─── AVAILABLE RECORDS ───

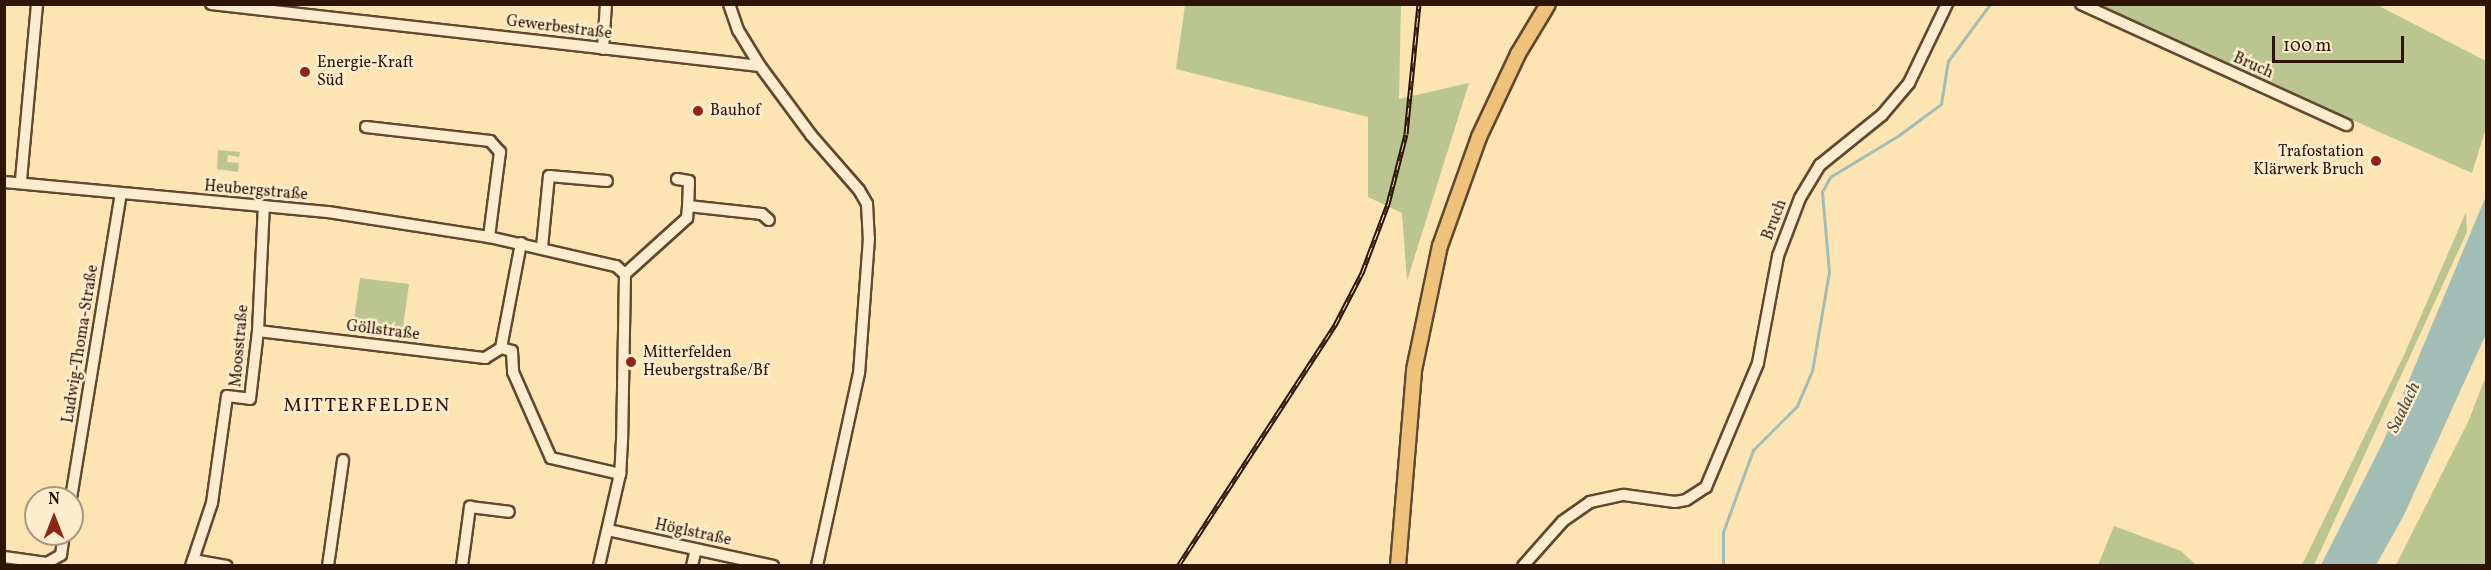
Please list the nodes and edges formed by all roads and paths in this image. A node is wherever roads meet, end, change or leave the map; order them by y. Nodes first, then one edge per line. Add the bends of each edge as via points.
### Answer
1 (37, 4) edge
2 (211, 4) edge
3 (606, 4) edge
4 (729, 4) edge
5 (1548, 4) edge
6 (1947, 4) edge
7 (2081, 4) edge
8 (603, 49) junction
9 (760, 66) junction
10 (2347, 125) dead end
11 (366, 127) dead end
12 (677, 179) dead end
13 (21, 180) junction
14 (607, 181) dead end
15 (4, 182) edge
16 (121, 194) junction
17 (264, 206) junction
18 (688, 206) junction
19 (769, 220) dead end
20 (489, 237) junction
21 (521, 243) junction
22 (542, 247) junction
23 (625, 274) junction
24 (258, 330) junction
25 (501, 348) junction
26 (343, 460) dead end
27 (620, 474) junction
28 (73, 486) edge
29 (509, 512) dead end
30 (608, 530) junction
31 (62, 546) edge
32 (696, 549) junction
33 (4, 557) edge
34 (192, 563) edge
35 (226, 566) edge
36 (328, 566) edge
37 (462, 566) edge
38 (599, 566) edge
39 (692, 566) edge
40 (773, 566) edge
41 (817, 566) edge
42 (1398, 566) edge
43 (1523, 566) edge

1 - 13 street
2 - 8 street, Gewerbestraße
3 - 8 street
4 - 9 street via 738,30
5 - 42 main road via 1518,54 1463,176 1427,298 1410,398
6 - 43 street, Bruch via 1909,83 1882,115 1820,165 1800,198 1778,256 1758,363 1706,487 1675,502 1624,495 1590,502 1563,521
7 - 10 street, Bruch
8 - 9 street, Gewerbestraße
9 - 41 street via 811,135 860,190 867,204 864,322 848,431
11 - 20 street via 490,141 501,152
12 - 18 street via 689,181
13 - 15 street, Heubergstraße
13 - 16 street, Heubergstraße
14 - 22 street via 549,176
16 - 17 street, Heubergstraße
16 - 28 street, Ludwig-Thoma-Straße
17 - 20 street, Heubergstraße
17 - 24 street, Moosstraße
18 - 19 street via 762,214
18 - 23 street via 687,218
20 - 21 street, Heubergstraße
21 - 22 street, Heubergstraße
21 - 25 street
22 - 23 street, Heubergstraße via 591,257 616,266
23 - 27 street
24 - 25 street, Göllstraße via 485,358
24 - 34 street, Moosstraße via 250,399 226,396 212,504
25 - 27 street via 512,351 513,372 551,458
26 - 36 street
27 - 30 street
29 - 37 street via 470,507
30 - 32 street, Höglstraße
30 - 38 street
31 - 33 street via 61,555 48,562
32 - 39 street
32 - 40 street, Höglstraße
34 - 35 street

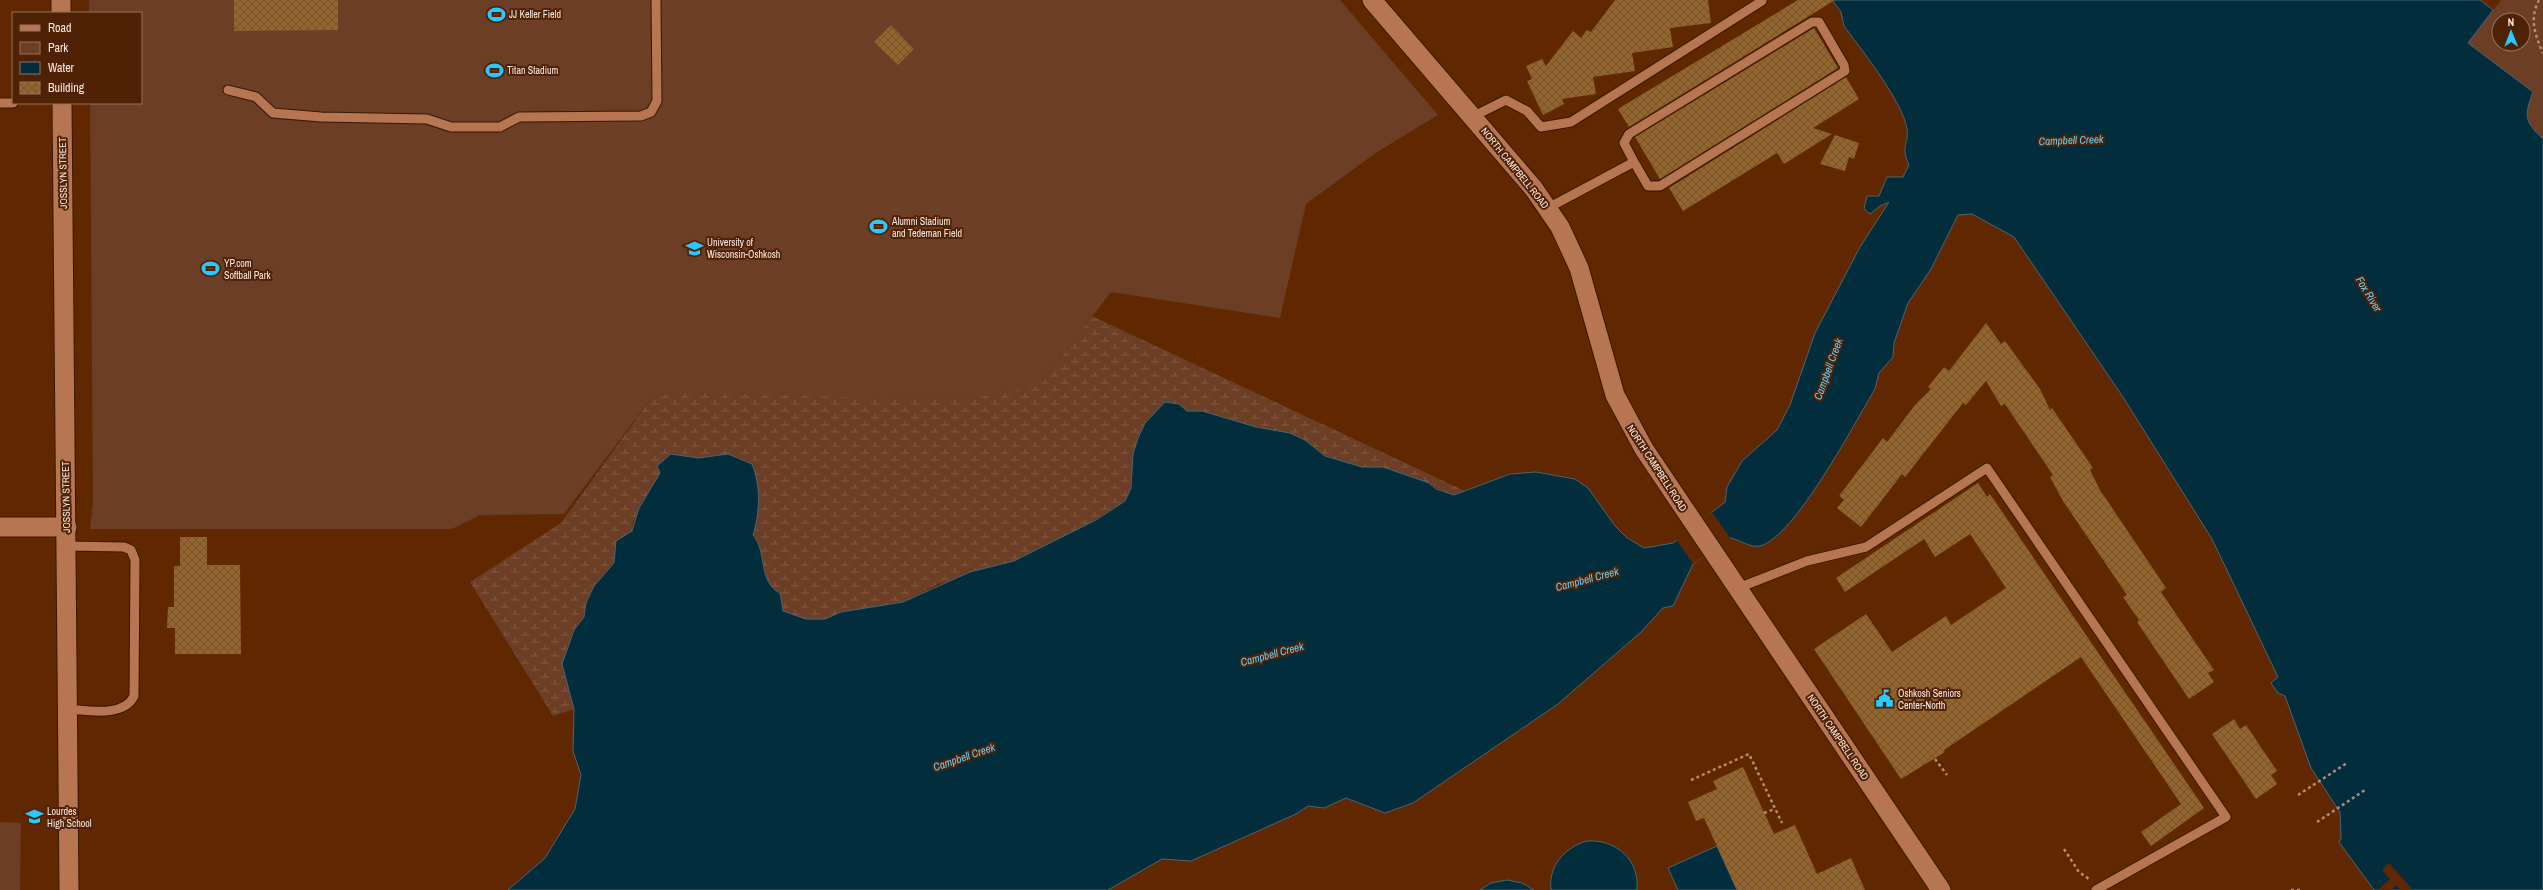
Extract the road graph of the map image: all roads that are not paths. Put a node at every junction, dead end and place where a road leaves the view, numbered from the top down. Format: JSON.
{"nodes":[{"id":1,"x":61,"y":0,"type":"edge"},
{"id":2,"x":656,"y":0,"type":"edge"},
{"id":3,"x":1372,"y":0,"type":"edge"},
{"id":4,"x":1762,"y":0,"type":"edge"},
{"id":5,"x":61,"y":12,"type":"edge"},
{"id":6,"x":228,"y":90,"type":"dead end"},
{"id":7,"x":0,"y":103,"type":"edge"},
{"id":8,"x":12,"y":103,"type":"edge"},
{"id":9,"x":62,"y":104,"type":"edge"},
{"id":10,"x":1472,"y":117,"type":"junction"},
{"id":11,"x":1634,"y":162,"type":"junction"},
{"id":12,"x":1548,"y":208,"type":"junction"},
{"id":13,"x":0,"y":527,"type":"edge"},
{"id":14,"x":66,"y":527,"type":"junction"},
{"id":15,"x":67,"y":546,"type":"junction"},
{"id":16,"x":1738,"y":588,"type":"junction"},
{"id":17,"x":67,"y":709,"type":"junction"},
{"id":18,"x":2098,"y":889,"type":"edge"},
{"id":19,"x":69,"y":890,"type":"edge"},
{"id":20,"x":1941,"y":890,"type":"edge"}],
"edges":[{"from":1,"to":5,"type":"street"},
{"from":2,"to":6,"type":"lane"},
{"from":3,"to":10,"type":"street","name":"NORTH CAMPBELL ROAD"},
{"from":4,"to":10,"type":"lane"},
{"from":7,"to":8,"type":"lane"},
{"from":9,"to":14,"type":"street","name":"JOSSLYN STREET"},
{"from":10,"to":12,"type":"street","name":"NORTH CAMPBELL ROAD"},
{"from":11,"to":11,"type":"lane"},
{"from":11,"to":12,"type":"lane"},
{"from":12,"to":16,"type":"street","name":"NORTH CAMPBELL ROAD"},
{"from":13,"to":14,"type":"street"},
{"from":14,"to":15,"type":"street","name":"JOSSLYN STREET"},
{"from":15,"to":17,"type":"street","name":"JOSSLYN STREET"},
{"from":15,"to":17,"type":"lane"},
{"from":16,"to":18,"type":"lane"},
{"from":16,"to":20,"type":"street","name":"NORTH CAMPBELL ROAD"},
{"from":17,"to":19,"type":"street","name":"JOSSLYN STREET"}]}
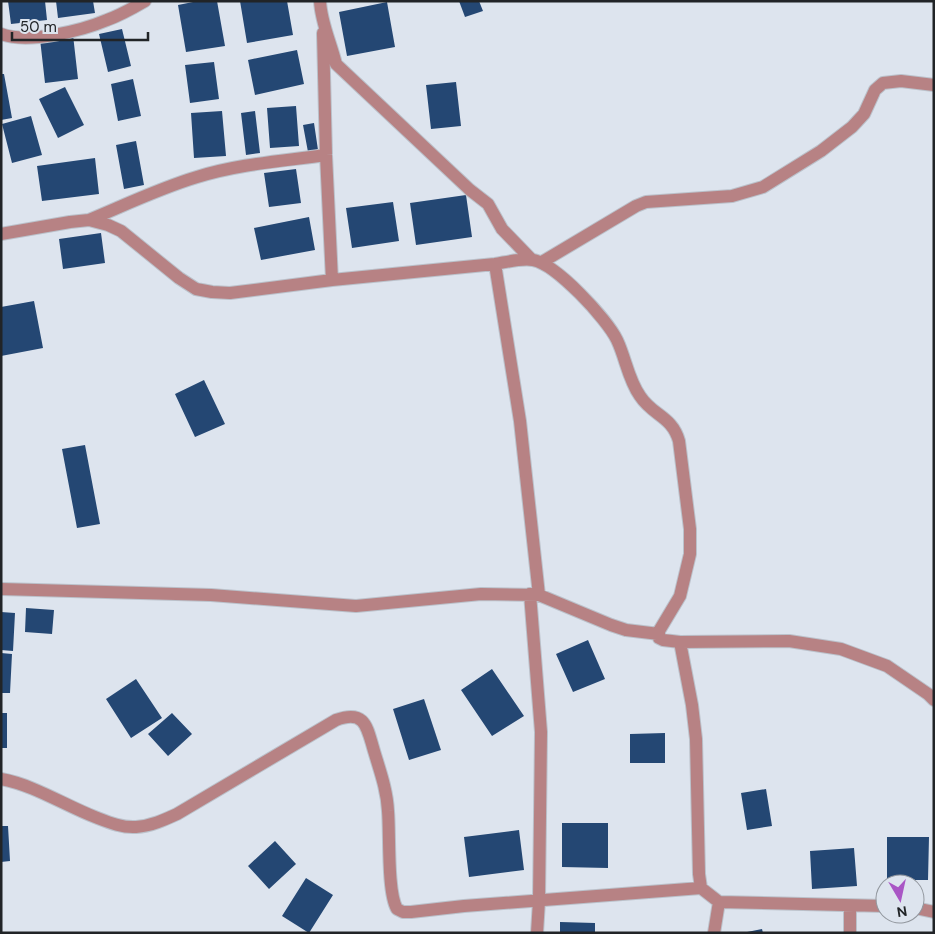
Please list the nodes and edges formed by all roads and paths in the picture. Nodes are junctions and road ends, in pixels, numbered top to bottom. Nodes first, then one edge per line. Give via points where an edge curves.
1 (146, 1) edge
2 (320, 1) edge
3 (323, 25) junction
4 (1, 34) edge
5 (934, 86) edge
6 (326, 155) junction
7 (89, 220) junction
8 (1, 234) edge
9 (536, 261) junction
10 (495, 264) junction
11 (332, 280) junction
12 (1, 589) edge
13 (535, 594) junction
14 (659, 634) junction
15 (680, 642) junction
16 (934, 700) edge
17 (1, 779) edge
18 (702, 888) junction
19 (539, 901) junction
20 (719, 902) junction
21 (850, 906) junction
22 (875, 906) edge
23 (537, 933) edge
24 (714, 933) edge
25 (850, 933) edge

1 - 4 street via 107,21 81,29 27,37
2 - 3 street
3 - 6 street
3 - 9 street via 336,64 488,204 502,229
5 - 9 street via 901,81 883,83 875,90 864,114 852,127 821,151 763,186 732,196 646,202
6 - 7 street via 198,176
6 - 11 street
7 - 8 street
7 - 11 street via 121,231 179,278 196,288 212,292 230,293
9 - 10 street
9 - 14 street via 553,270 610,326 633,386 652,410 676,430 691,542 680,596
10 - 11 street
10 - 13 street via 520,421
12 - 13 street via 211,595 356,606 481,594
13 - 14 street via 626,630
13 - 19 street via 541,732
14 - 15 street via 663,640
15 - 16 street via 789,641 841,649 888,666
15 - 18 street via 696,739
17 - 19 street via 35,789 111,823 135,827 154,824 177,814 336,720 356,716 368,731 383,781 388,808 391,893 397,908 410,912
18 - 19 street
18 - 20 street
19 - 23 street
20 - 21 street
20 - 24 street
21 - 22 street
21 - 25 street

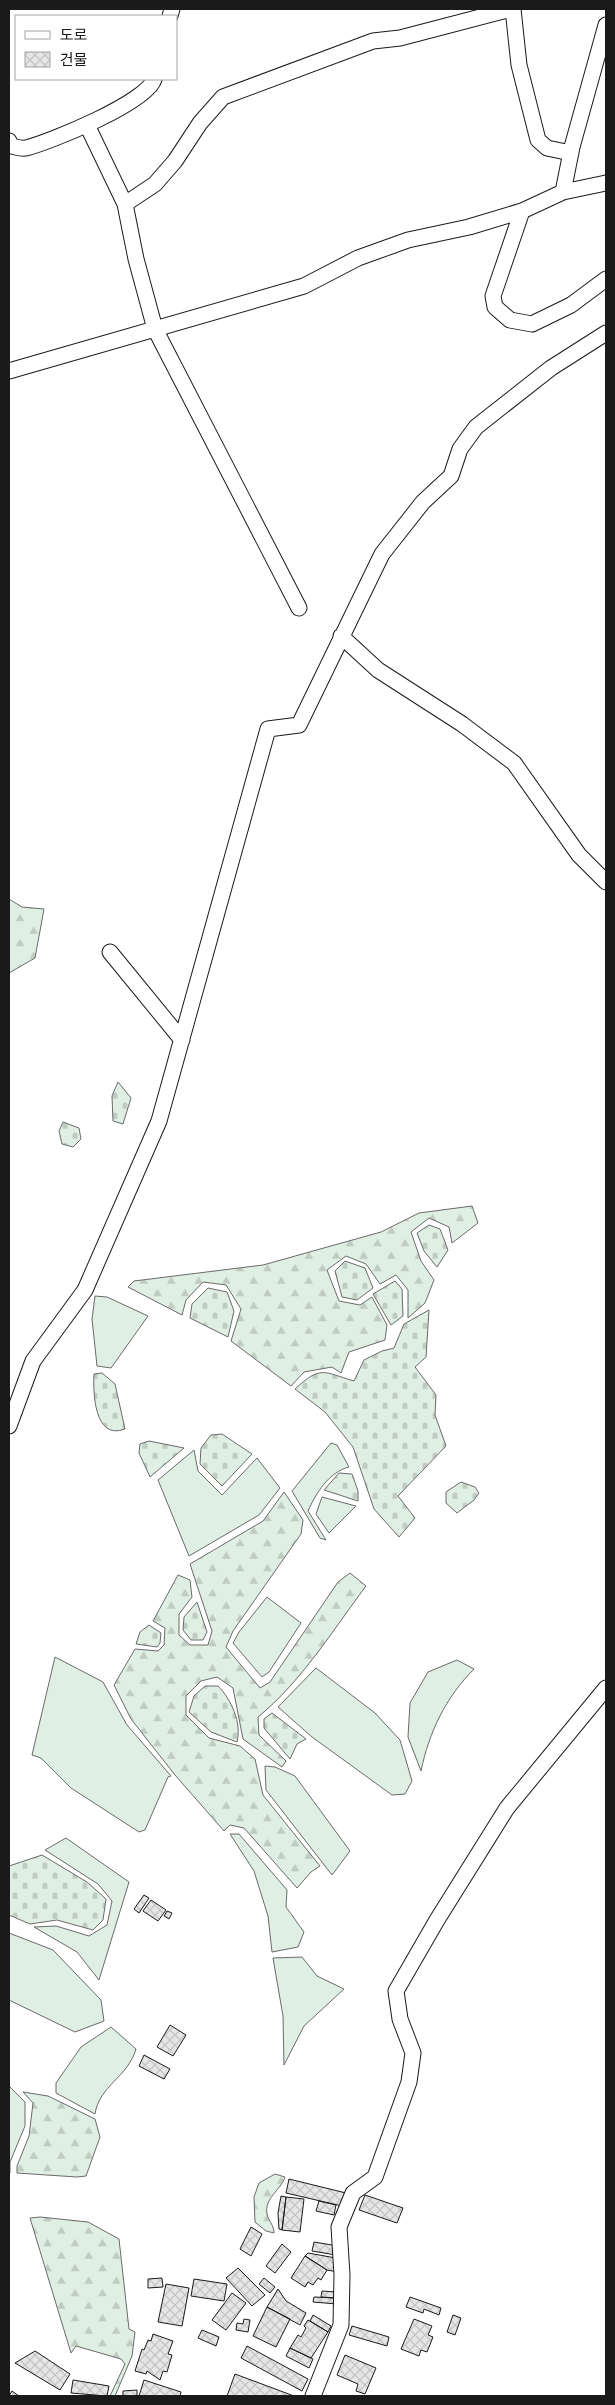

───

Look through the entries above; find each line with the word "CAMPBELL" and copy it.

YOUR SOLUTION:
{"from":3,"to":10,"type":"street","name":"NORTH CAMPBELL ROAD"},
{"from":10,"to":12,"type":"street","name":"NORTH CAMPBELL ROAD"},
{"from":12,"to":16,"type":"street","name":"NORTH CAMPBELL ROAD"},
{"from":16,"to":20,"type":"street","name":"NORTH CAMPBELL ROAD"},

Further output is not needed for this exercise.